Below are some records; copy each line in them that contains "nodes".

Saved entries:
== Segment start ==
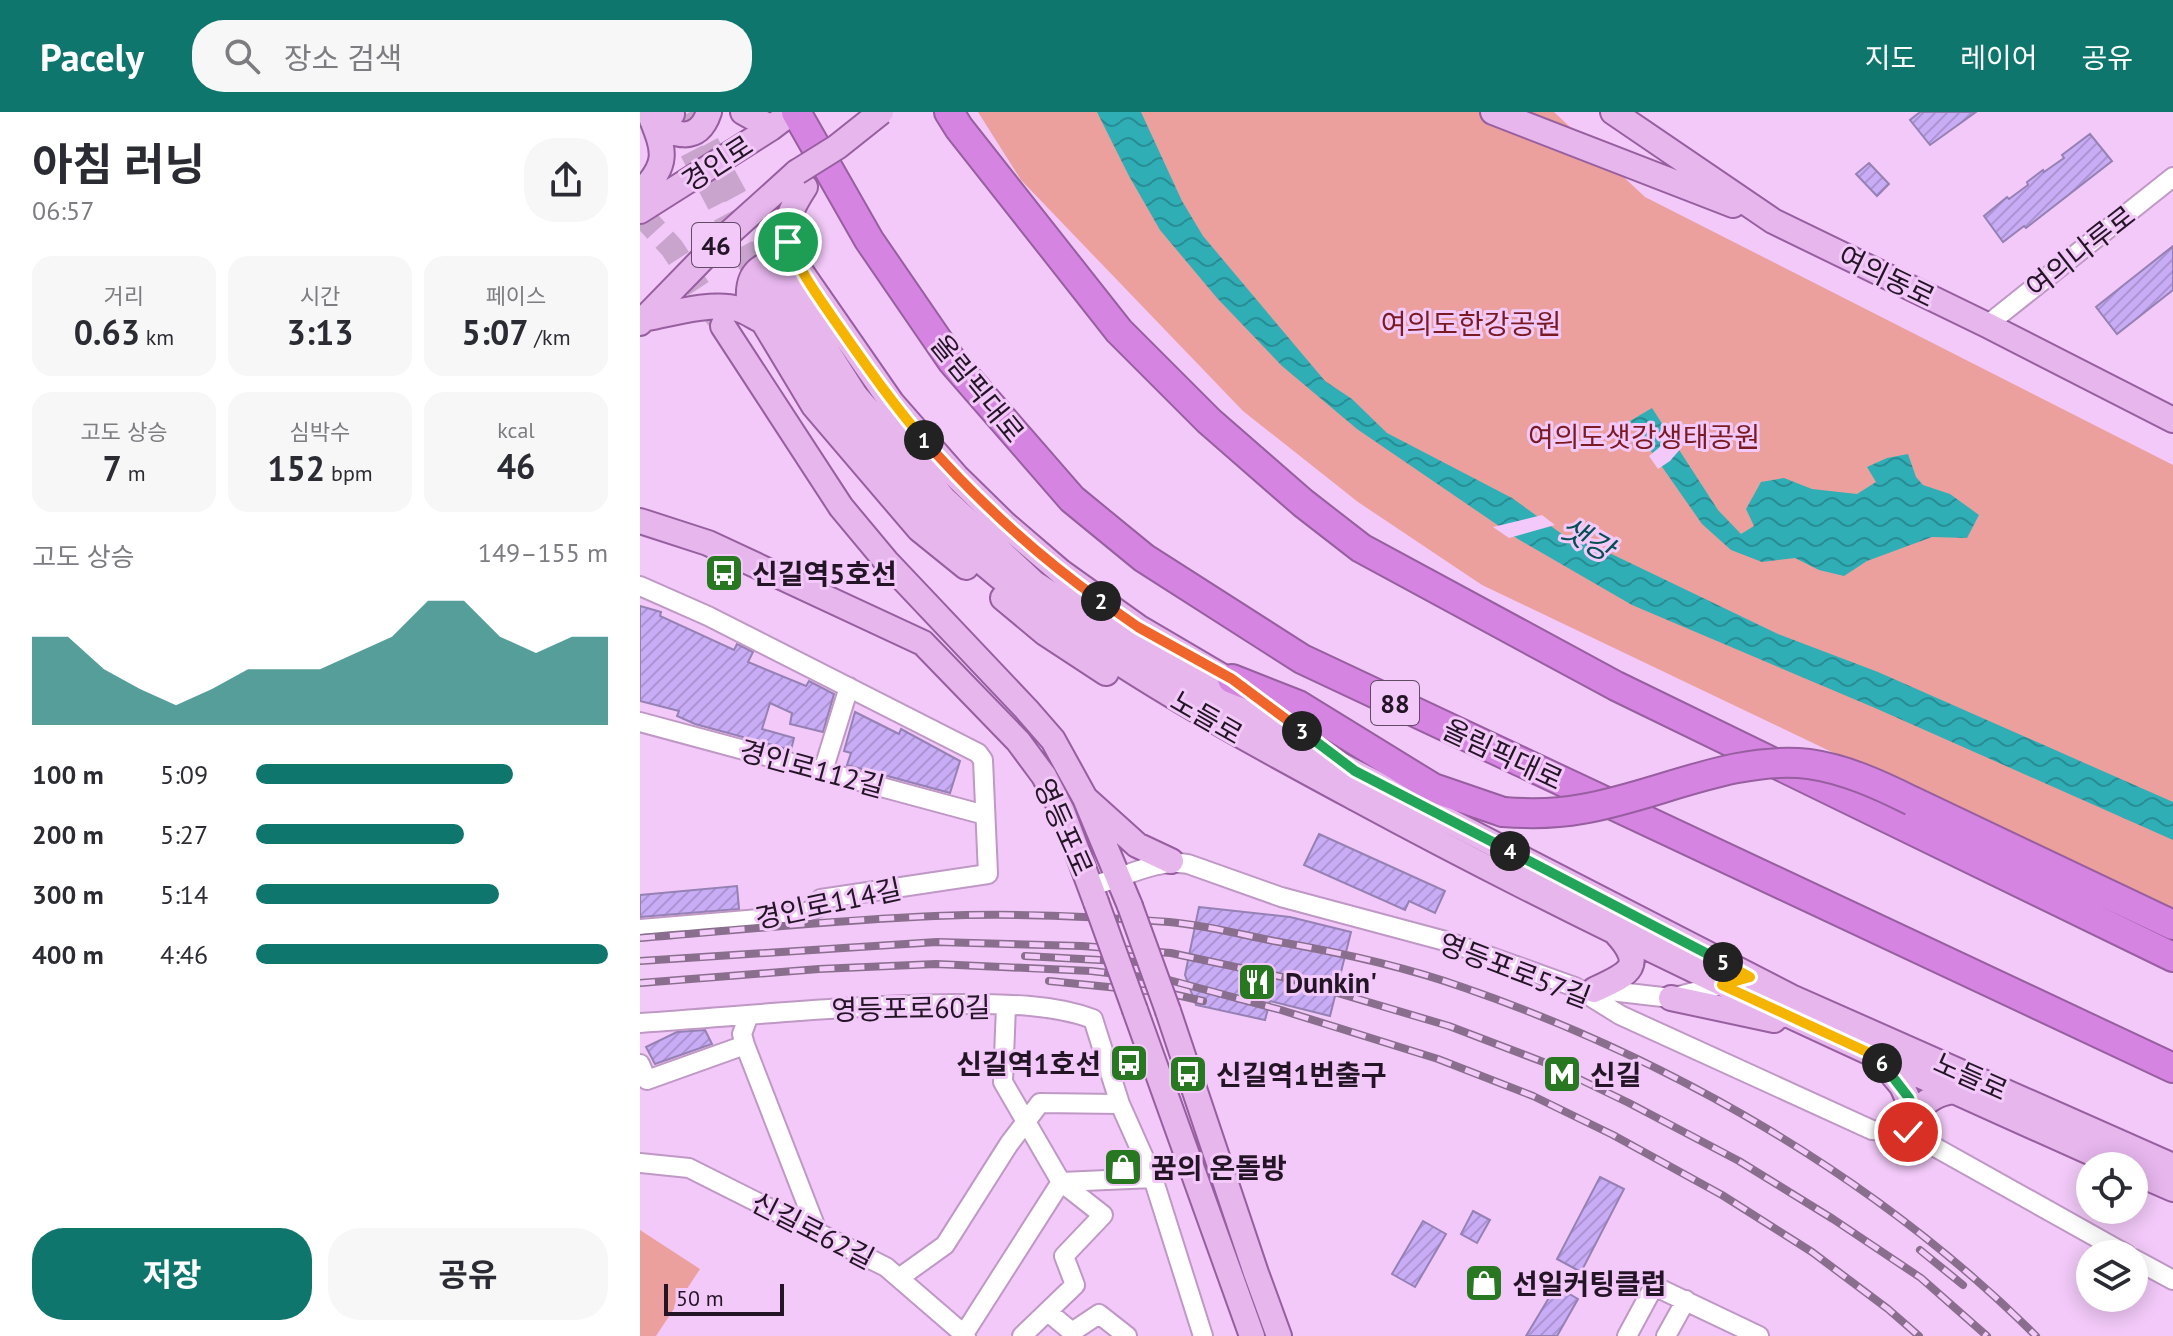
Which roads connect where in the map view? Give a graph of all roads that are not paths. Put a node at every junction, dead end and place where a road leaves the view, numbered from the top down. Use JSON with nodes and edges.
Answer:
{"nodes":[{"id":1,"x":709,"y":112,"type":"edge"},
{"id":2,"x":743,"y":112,"type":"edge"},
{"id":3,"x":794,"y":112,"type":"edge"},
{"id":4,"x":881,"y":112,"type":"edge"},
{"id":5,"x":949,"y":112,"type":"edge"},
{"id":6,"x":1493,"y":112,"type":"edge"},
{"id":7,"x":1613,"y":112,"type":"edge"},
{"id":8,"x":661,"y":114,"type":"edge"},
{"id":9,"x":771,"y":128,"type":"junction"},
{"id":10,"x":2173,"y":177,"type":"edge"},
{"id":11,"x":801,"y":179,"type":"junction"},
{"id":12,"x":640,"y":193,"type":"edge"},
{"id":13,"x":640,"y":211,"type":"edge"},
{"id":14,"x":1773,"y":221,"type":"junction"},
{"id":15,"x":777,"y":272,"type":"junction"},
{"id":16,"x":761,"y":320,"type":"junction"},
{"id":17,"x":642,"y":321,"type":"edge"},
{"id":18,"x":1987,"y":325,"type":"junction"},
{"id":19,"x":723,"y":326,"type":"tunnel mouth"},
{"id":20,"x":2173,"y":420,"type":"edge"},
{"id":21,"x":640,"y":521,"type":"edge"},
{"id":22,"x":640,"y":586,"type":"edge"},
{"id":23,"x":923,"y":643,"type":"junction"},
{"id":24,"x":1232,"y":679,"type":"junction"},
{"id":25,"x":1002,"y":685,"type":"junction"},
{"id":26,"x":849,"y":687,"type":"junction"},
{"id":27,"x":640,"y":722,"type":"edge"},
{"id":28,"x":823,"y":771,"type":"junction"},
{"id":29,"x":1355,"y":771,"type":"junction"},
{"id":30,"x":1085,"y":798,"type":"junction"},
{"id":31,"x":985,"y":815,"type":"junction"},
{"id":32,"x":1425,"y":836,"type":"junction"},
{"id":33,"x":1171,"y":861,"type":"junction"},
{"id":34,"x":1117,"y":880,"type":"junction"},
{"id":35,"x":1093,"y":894,"type":"junction"},
{"id":36,"x":2173,"y":925,"type":"edge"},
{"id":37,"x":640,"y":929,"type":"edge"},
{"id":38,"x":1614,"y":931,"type":"junction"},
{"id":39,"x":2173,"y":957,"type":"edge"},
{"id":40,"x":1750,"y":977,"type":"junction"},
{"id":41,"x":1722,"y":985,"type":"junction"},
{"id":42,"x":1584,"y":988,"type":"junction"},
{"id":43,"x":1671,"y":998,"type":"junction"},
{"id":44,"x":1006,"y":1006,"type":"junction"},
{"id":45,"x":749,"y":1015,"type":"junction"},
{"id":46,"x":640,"y":1023,"type":"edge"},
{"id":47,"x":1830,"y":1035,"type":"junction"},
{"id":48,"x":745,"y":1045,"type":"junction"},
{"id":49,"x":1878,"y":1057,"type":"junction"},
{"id":50,"x":2173,"y":1068,"type":"edge"},
{"id":51,"x":644,"y":1072,"type":"edge"},
{"id":52,"x":1954,"y":1091,"type":"junction"},
{"id":53,"x":1120,"y":1104,"type":"junction"},
{"id":54,"x":1026,"y":1122,"type":"junction"},
{"id":55,"x":1911,"y":1123,"type":"junction"},
{"id":56,"x":2090,"y":1152,"type":"edge"},
{"id":57,"x":640,"y":1163,"type":"edge"},
{"id":58,"x":2173,"y":1166,"type":"edge"},
{"id":59,"x":1153,"y":1178,"type":"junction"},
{"id":60,"x":2148,"y":1178,"type":"edge"},
{"id":61,"x":1061,"y":1182,"type":"junction"},
{"id":62,"x":2173,"y":1189,"type":"edge"},
{"id":63,"x":818,"y":1233,"type":"junction"},
{"id":64,"x":2103,"y":1240,"type":"edge"},
{"id":65,"x":2148,"y":1267,"type":"edge"},
{"id":66,"x":899,"y":1278,"type":"junction"},
{"id":67,"x":2173,"y":1280,"type":"edge"},
{"id":68,"x":1686,"y":1300,"type":"junction"},
{"id":69,"x":1048,"y":1312,"type":"junction"},
{"id":70,"x":965,"y":1335,"type":"edge"},
{"id":71,"x":1022,"y":1336,"type":"edge"},
{"id":72,"x":1127,"y":1336,"type":"edge"},
{"id":73,"x":1203,"y":1336,"type":"edge"},
{"id":74,"x":1252,"y":1336,"type":"edge"},
{"id":75,"x":1279,"y":1336,"type":"edge"},
{"id":76,"x":1627,"y":1336,"type":"edge"},
{"id":77,"x":1666,"y":1336,"type":"edge"},
{"id":78,"x":1759,"y":1336,"type":"edge"}],
"edges":[{"from":1,"to":8,"type":"main road"},
{"from":2,"to":9,"type":"main road"},
{"from":3,"to":9,"type":"main road","name":"경인로","number":"46"},
{"from":3,"to":50,"type":"highway","name":"올림픽대로","number":"88"},
{"from":4,"to":11,"type":"main road","name":"경인로","number":"46","bridge":true},
{"from":5,"to":39,"type":"highway"},
{"from":6,"to":14,"type":"main road"},
{"from":7,"to":14,"type":"main road","name":"여의동로"},
{"from":8,"to":12,"type":"main road"},
{"from":9,"to":13,"type":"main road","name":"경인로","number":"46"},
{"from":10,"to":18,"type":"street","name":"여의나루로"},
{"from":11,"to":15,"type":"main road"},
{"from":11,"to":17,"type":"main road","name":"경인로","number":"46"},
{"from":14,"to":18,"type":"main road","name":"여의동로"},
{"from":15,"to":16,"type":"main road"},
{"from":15,"to":24,"type":"main road"},
{"from":15,"to":29,"type":"main road","name":"노들로"},
{"from":15,"to":32,"type":"main road","name":"노들로"},
{"from":16,"to":17,"type":"main road"},
{"from":16,"to":32,"type":"main road"},
{"from":18,"to":20,"type":"main road","name":"여의동로"},
{"from":19,"to":25,"type":"main road","name":"영등포로"},
{"from":21,"to":23,"type":"main road","name":"영등포로"},
{"from":22,"to":26,"type":"street","name":"경인로114길"},
{"from":23,"to":25,"type":"main road"},
{"from":23,"to":35,"type":"main road","name":"영등포로"},
{"from":24,"to":29,"type":"main road"},
{"from":24,"to":36,"type":"highway","bridge":true},
{"from":25,"to":30,"type":"main road","name":"영등포로"},
{"from":26,"to":28,"type":"street"},
{"from":26,"to":31,"type":"street","name":"경인로114길"},
{"from":27,"to":28,"type":"street","name":"경인로112길"},
{"from":28,"to":31,"type":"street","name":"경인로112길"},
{"from":29,"to":40,"type":"main road","name":"노들로"},
{"from":30,"to":33,"type":"main road"},
{"from":30,"to":34,"type":"main road","name":"영등포로"},
{"from":31,"to":37,"type":"street","name":"경인로114길"},
{"from":32,"to":38,"type":"main road","name":"노들로"},
{"from":33,"to":34,"type":"street"},
{"from":33,"to":42,"type":"street","name":"영등포로57길"},
{"from":34,"to":35,"type":"street"},
{"from":34,"to":75,"type":"main road","bridge":true},
{"from":35,"to":74,"type":"main road","name":"영등포로","bridge":true},
{"from":38,"to":41,"type":"main road","name":"노들로"},
{"from":38,"to":42,"type":"main road"},
{"from":40,"to":41,"type":"street"},
{"from":40,"to":58,"type":"main road","name":"노들로"},
{"from":41,"to":43,"type":"street"},
{"from":41,"to":47,"type":"main road","name":"노들로"},
{"from":42,"to":43,"type":"street"},
{"from":42,"to":55,"type":"street","name":"영등포로57길"},
{"from":43,"to":47,"type":"main road"},
{"from":44,"to":45,"type":"street","name":"영등포로60길"},
{"from":44,"to":53,"type":"street","name":"영등포로60길"},
{"from":44,"to":54,"type":"street"},
{"from":45,"to":46,"type":"street","name":"영등포로60길"},
{"from":45,"to":48,"type":"street"},
{"from":47,"to":49,"type":"main road","name":"노들로"},
{"from":48,"to":51,"type":"street"},
{"from":48,"to":63,"type":"street"},
{"from":49,"to":52,"type":"main road","name":"노들로"},
{"from":49,"to":55,"type":"main road"},
{"from":52,"to":55,"type":"main road"},
{"from":52,"to":56,"type":"main road","name":"노들로"},
{"from":53,"to":54,"type":"street"},
{"from":53,"to":59,"type":"street","name":"영등포로60길"},
{"from":54,"to":61,"type":"street"},
{"from":54,"to":66,"type":"street"},
{"from":55,"to":64,"type":"street"},
{"from":57,"to":63,"type":"street","name":"신길로62길"},
{"from":59,"to":61,"type":"street"},
{"from":59,"to":73,"type":"street","name":"영등포로60길"},
{"from":60,"to":62,"type":"main road"},
{"from":61,"to":69,"type":"street"},
{"from":61,"to":70,"type":"street"},
{"from":63,"to":66,"type":"street","name":"신길로62길"},
{"from":65,"to":67,"type":"street"},
{"from":66,"to":70,"type":"street","name":"신길로62길"},
{"from":68,"to":76,"type":"street"},
{"from":68,"to":77,"type":"street"},
{"from":68,"to":78,"type":"street"},
{"from":69,"to":71,"type":"street"},
{"from":69,"to":72,"type":"street"}]}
== Segment end ==
Solved problem.
Which roads connect where in the map view? Give a graph of all roads that are not paths. Put a node at every junction, dead end and place where a road leaves the view, numbered from the top down. Use JSON with nodes and edges.
{"nodes":[{"id":1,"x":709,"y":112,"type":"edge"},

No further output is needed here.